**** DATA SUPPLIED
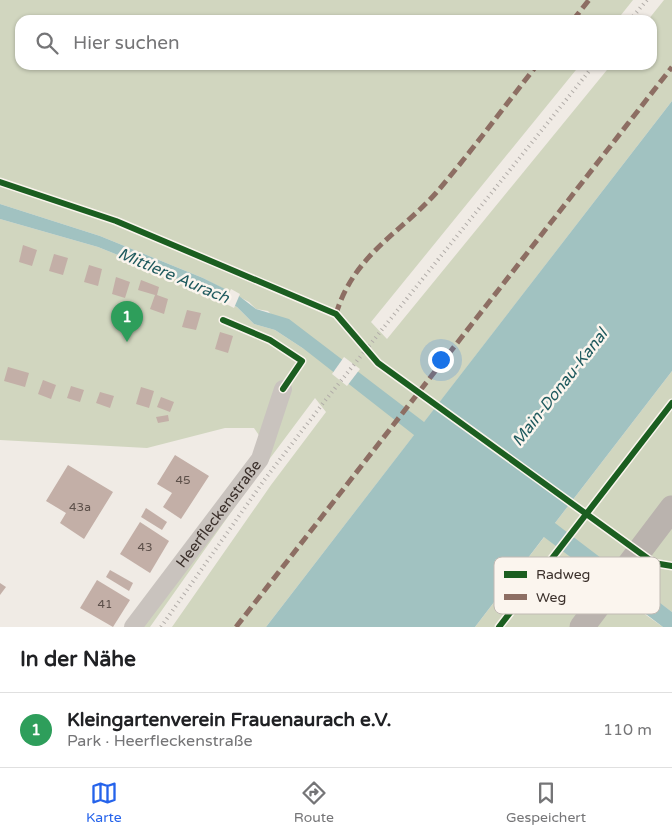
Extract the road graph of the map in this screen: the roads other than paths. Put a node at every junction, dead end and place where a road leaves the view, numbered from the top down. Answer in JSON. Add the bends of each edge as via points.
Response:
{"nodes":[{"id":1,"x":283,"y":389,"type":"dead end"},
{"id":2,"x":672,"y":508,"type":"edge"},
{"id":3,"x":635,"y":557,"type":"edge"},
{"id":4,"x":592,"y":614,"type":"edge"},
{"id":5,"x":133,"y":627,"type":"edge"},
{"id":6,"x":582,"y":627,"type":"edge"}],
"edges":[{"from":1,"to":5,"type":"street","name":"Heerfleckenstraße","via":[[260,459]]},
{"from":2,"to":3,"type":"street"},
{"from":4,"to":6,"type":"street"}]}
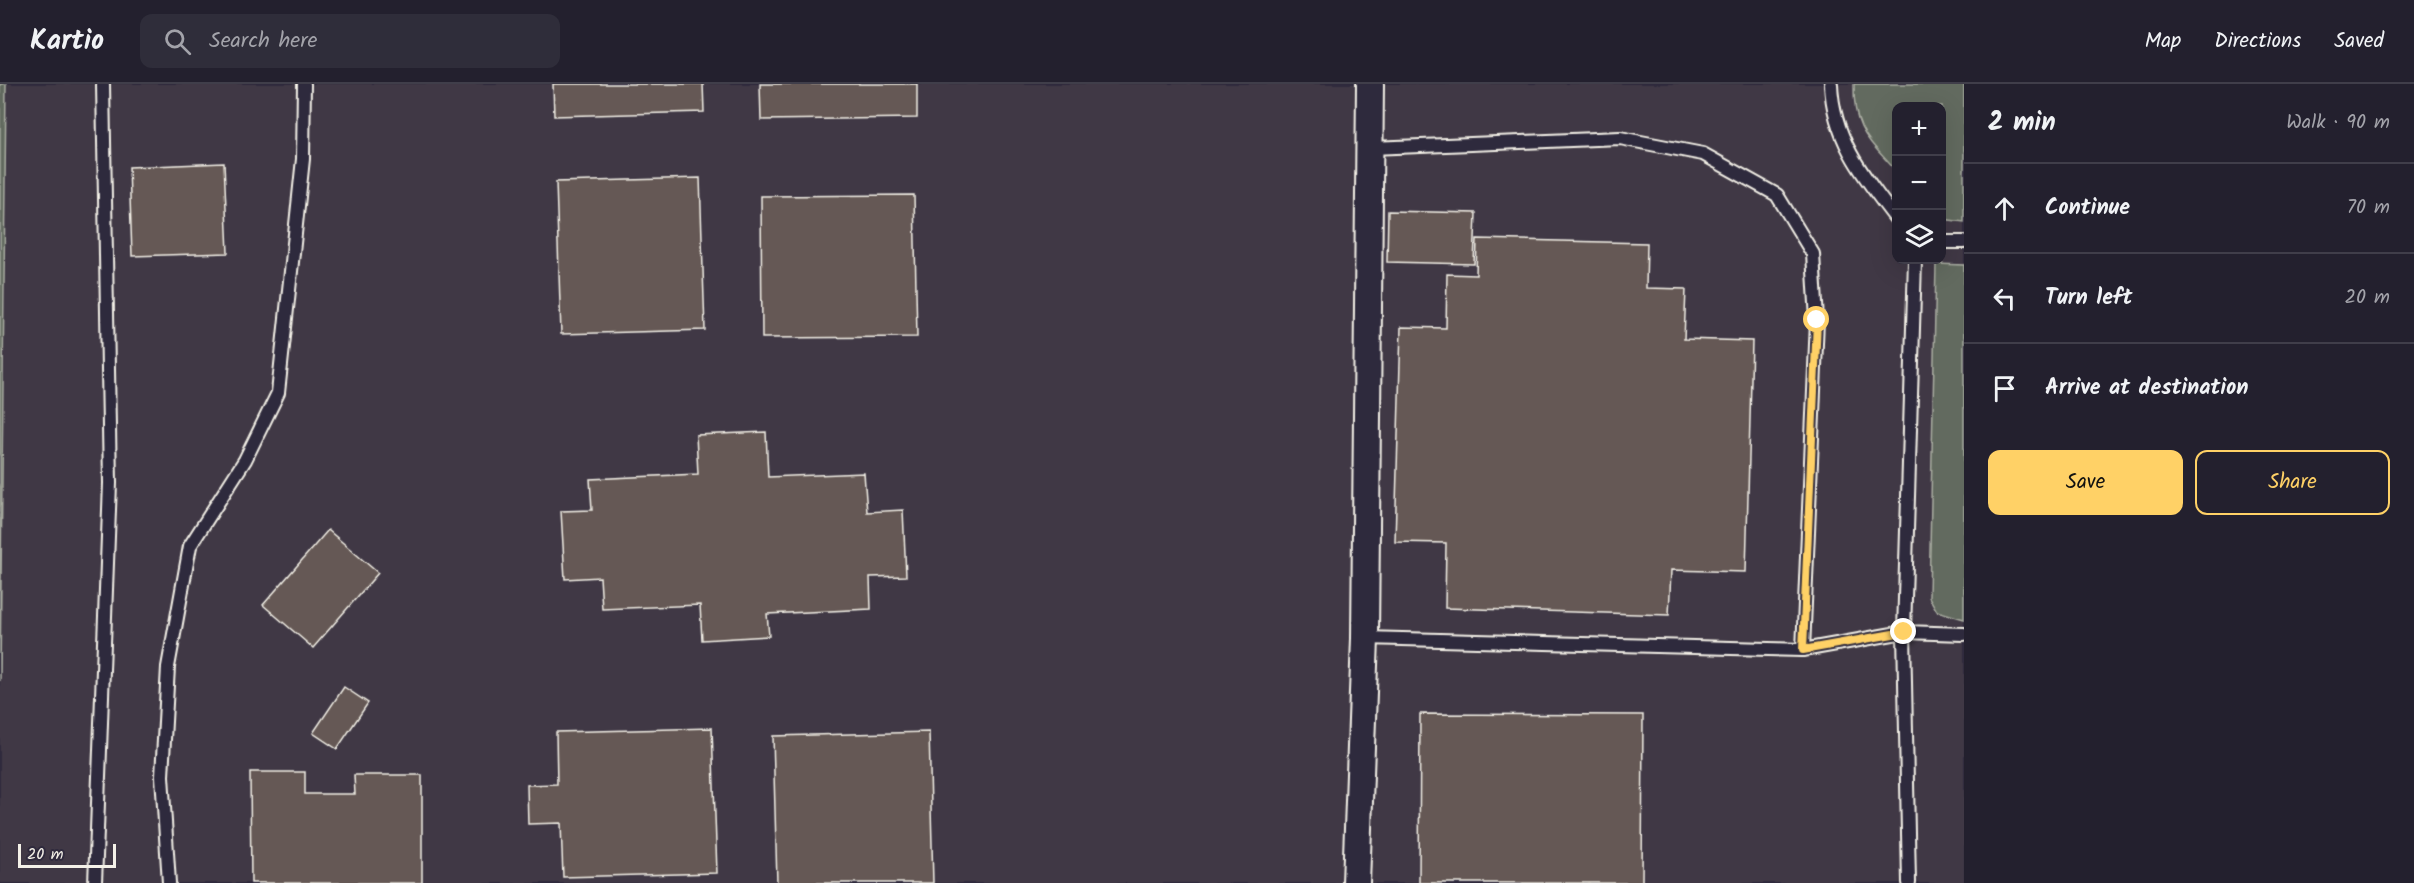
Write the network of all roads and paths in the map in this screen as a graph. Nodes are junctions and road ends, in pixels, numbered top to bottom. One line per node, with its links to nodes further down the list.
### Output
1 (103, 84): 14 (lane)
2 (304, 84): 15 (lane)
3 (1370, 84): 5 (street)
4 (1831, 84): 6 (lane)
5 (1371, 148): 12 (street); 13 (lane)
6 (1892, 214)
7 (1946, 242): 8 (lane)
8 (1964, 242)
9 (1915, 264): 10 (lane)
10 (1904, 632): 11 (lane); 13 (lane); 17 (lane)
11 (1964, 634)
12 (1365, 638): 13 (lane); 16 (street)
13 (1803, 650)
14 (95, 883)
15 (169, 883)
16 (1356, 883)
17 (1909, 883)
********
**** DATA SUPPLIED
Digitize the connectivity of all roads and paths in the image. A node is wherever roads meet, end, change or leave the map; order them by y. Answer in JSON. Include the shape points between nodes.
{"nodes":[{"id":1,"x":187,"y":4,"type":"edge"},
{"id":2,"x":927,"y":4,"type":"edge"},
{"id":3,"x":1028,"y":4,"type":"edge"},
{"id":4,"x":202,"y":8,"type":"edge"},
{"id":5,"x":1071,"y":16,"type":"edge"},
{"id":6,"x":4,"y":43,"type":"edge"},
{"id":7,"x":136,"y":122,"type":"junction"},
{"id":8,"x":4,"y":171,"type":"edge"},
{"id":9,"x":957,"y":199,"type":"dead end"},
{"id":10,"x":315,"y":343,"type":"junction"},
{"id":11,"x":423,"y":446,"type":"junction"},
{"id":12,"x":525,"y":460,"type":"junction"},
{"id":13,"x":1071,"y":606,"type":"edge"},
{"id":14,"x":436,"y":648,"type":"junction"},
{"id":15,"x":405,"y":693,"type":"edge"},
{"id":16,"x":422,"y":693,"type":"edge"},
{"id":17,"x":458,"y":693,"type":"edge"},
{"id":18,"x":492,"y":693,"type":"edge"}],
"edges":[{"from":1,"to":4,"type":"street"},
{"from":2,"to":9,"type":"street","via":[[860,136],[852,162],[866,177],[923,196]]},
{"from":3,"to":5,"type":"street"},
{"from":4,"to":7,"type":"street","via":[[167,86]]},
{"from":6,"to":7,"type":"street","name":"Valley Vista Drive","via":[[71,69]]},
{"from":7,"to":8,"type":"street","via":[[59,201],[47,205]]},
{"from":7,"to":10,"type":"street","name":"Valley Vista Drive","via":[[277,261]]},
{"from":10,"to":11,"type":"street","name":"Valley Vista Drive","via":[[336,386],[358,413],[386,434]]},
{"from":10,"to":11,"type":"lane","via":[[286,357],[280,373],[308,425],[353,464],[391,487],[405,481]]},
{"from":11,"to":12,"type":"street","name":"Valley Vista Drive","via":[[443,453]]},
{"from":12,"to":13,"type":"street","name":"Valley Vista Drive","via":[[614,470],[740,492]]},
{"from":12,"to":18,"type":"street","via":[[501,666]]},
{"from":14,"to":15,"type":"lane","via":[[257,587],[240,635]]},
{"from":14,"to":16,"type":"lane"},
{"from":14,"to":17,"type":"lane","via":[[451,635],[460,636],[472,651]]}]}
********
**** DATA SUPPLIED
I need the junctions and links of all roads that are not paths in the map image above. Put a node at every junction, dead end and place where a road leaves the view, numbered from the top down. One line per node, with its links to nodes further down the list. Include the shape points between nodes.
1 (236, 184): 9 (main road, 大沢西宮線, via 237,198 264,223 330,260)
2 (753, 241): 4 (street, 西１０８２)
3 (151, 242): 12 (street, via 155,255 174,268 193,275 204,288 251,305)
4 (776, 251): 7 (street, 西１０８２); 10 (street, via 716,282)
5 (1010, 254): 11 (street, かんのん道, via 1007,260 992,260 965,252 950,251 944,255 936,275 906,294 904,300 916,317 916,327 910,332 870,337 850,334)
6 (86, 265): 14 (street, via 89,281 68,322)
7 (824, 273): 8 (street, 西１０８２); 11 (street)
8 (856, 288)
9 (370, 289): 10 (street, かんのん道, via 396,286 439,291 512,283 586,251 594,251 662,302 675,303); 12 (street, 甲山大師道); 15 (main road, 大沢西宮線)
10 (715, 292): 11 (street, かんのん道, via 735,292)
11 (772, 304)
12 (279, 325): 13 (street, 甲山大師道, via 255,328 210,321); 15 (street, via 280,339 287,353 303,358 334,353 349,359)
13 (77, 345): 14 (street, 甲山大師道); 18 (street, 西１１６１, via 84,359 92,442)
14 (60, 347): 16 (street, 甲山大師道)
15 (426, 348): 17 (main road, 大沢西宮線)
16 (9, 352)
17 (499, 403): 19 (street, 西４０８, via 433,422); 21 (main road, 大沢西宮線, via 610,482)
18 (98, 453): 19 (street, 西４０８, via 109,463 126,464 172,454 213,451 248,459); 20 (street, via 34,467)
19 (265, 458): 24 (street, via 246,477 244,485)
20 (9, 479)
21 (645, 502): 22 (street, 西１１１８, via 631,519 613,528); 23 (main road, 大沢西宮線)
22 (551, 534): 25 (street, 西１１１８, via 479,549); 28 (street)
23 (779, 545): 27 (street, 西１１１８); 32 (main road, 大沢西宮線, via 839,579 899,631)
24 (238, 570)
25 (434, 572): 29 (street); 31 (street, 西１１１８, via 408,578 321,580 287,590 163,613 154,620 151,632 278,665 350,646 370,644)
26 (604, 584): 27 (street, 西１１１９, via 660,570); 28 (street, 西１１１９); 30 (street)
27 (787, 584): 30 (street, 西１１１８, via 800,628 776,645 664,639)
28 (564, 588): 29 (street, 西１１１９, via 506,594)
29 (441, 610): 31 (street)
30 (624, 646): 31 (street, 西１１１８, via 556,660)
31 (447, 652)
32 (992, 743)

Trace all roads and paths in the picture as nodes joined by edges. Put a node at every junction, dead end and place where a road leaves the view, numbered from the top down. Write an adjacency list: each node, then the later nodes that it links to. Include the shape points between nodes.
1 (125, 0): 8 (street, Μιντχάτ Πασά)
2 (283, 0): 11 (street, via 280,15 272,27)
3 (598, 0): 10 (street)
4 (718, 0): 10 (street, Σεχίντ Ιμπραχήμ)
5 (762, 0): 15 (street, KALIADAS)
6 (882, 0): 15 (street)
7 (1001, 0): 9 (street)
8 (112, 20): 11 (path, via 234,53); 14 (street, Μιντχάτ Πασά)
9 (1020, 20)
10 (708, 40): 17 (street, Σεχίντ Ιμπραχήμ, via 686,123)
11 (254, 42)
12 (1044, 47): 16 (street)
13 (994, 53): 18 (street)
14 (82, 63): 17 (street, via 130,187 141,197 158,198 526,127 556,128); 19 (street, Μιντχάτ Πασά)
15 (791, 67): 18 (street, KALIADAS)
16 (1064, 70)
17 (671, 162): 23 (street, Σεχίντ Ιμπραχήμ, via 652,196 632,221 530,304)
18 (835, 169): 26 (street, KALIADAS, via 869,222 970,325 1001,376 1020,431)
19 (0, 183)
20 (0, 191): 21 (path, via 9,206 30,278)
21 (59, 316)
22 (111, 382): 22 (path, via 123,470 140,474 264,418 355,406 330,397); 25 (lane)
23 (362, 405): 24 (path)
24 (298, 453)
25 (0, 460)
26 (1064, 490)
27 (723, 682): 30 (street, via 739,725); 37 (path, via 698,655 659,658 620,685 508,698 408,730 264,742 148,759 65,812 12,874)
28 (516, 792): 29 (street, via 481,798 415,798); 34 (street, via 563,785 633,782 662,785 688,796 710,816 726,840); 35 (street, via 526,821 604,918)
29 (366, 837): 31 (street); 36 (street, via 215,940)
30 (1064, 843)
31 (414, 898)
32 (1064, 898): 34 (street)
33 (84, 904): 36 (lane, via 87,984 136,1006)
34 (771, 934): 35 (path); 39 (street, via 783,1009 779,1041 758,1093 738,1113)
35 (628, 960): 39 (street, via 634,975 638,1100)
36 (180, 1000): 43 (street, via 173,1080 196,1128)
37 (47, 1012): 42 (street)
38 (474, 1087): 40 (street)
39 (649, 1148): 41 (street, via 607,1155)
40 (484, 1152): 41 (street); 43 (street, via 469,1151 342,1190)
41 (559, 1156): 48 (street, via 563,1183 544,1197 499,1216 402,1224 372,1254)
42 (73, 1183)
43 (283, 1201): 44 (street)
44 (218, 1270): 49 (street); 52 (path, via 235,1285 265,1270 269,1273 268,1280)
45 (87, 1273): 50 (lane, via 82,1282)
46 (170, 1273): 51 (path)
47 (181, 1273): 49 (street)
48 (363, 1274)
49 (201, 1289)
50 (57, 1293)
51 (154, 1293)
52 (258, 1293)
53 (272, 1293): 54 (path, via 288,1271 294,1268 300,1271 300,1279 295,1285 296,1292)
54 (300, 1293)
********
> **EXERCISE DETAILS**: Scan the entries above and show each line that contains the word "screen".

> **RESPONSE**:
Extract the road graph of the map in this screen: the roads other than paths. Put a node at every junction, dead end and place where a road leaves the view, numbered from the top down. Answer in JSON. Add the bends of each edge as via points.
Write the network of all roads and paths in the map in this screen as a graph. Nodes are junctions and road ends, in pixels, numbered top to bottom. One line per node, with its links to nodes further down the list.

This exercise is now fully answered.